• [The task]: Could you repeat the records below exactly as written?

• [Data section]:

⟨

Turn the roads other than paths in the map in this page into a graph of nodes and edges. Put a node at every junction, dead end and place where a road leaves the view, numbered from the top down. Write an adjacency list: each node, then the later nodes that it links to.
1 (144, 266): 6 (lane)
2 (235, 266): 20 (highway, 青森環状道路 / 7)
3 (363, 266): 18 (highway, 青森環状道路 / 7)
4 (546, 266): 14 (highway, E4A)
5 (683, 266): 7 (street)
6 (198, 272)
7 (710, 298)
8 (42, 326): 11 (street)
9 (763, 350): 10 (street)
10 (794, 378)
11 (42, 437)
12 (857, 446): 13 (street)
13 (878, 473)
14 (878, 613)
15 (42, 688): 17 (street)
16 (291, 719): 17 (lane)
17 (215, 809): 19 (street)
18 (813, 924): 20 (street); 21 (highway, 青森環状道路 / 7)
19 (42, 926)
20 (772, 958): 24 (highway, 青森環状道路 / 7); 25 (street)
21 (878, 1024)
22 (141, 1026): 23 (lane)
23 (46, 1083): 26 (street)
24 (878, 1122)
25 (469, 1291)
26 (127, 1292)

⟩

• [Answer for this exercise]:
Turn the roads other than paths in the map in this page into a graph of nodes and edges. Put a node at every junction, dead end and place where a road leaves the view, numbered from the top down. Write an adjacency list: each node, then the later nodes that it links to.
1 (144, 266): 6 (lane)
2 (235, 266): 20 (highway, 青森環状道路 / 7)
3 (363, 266): 18 (highway, 青森環状道路 / 7)
4 (546, 266): 14 (highway, E4A)
5 (683, 266): 7 (street)
6 (198, 272)
7 (710, 298)
8 (42, 326): 11 (street)
9 (763, 350): 10 (street)
10 (794, 378)
11 (42, 437)
12 (857, 446): 13 (street)
13 (878, 473)
14 (878, 613)
15 (42, 688): 17 (street)
16 (291, 719): 17 (lane)
17 (215, 809): 19 (street)
18 (813, 924): 20 (street); 21 (highway, 青森環状道路 / 7)
19 (42, 926)
20 (772, 958): 24 (highway, 青森環状道路 / 7); 25 (street)
21 (878, 1024)
22 (141, 1026): 23 (lane)
23 (46, 1083): 26 (street)
24 (878, 1122)
25 (469, 1291)
26 (127, 1292)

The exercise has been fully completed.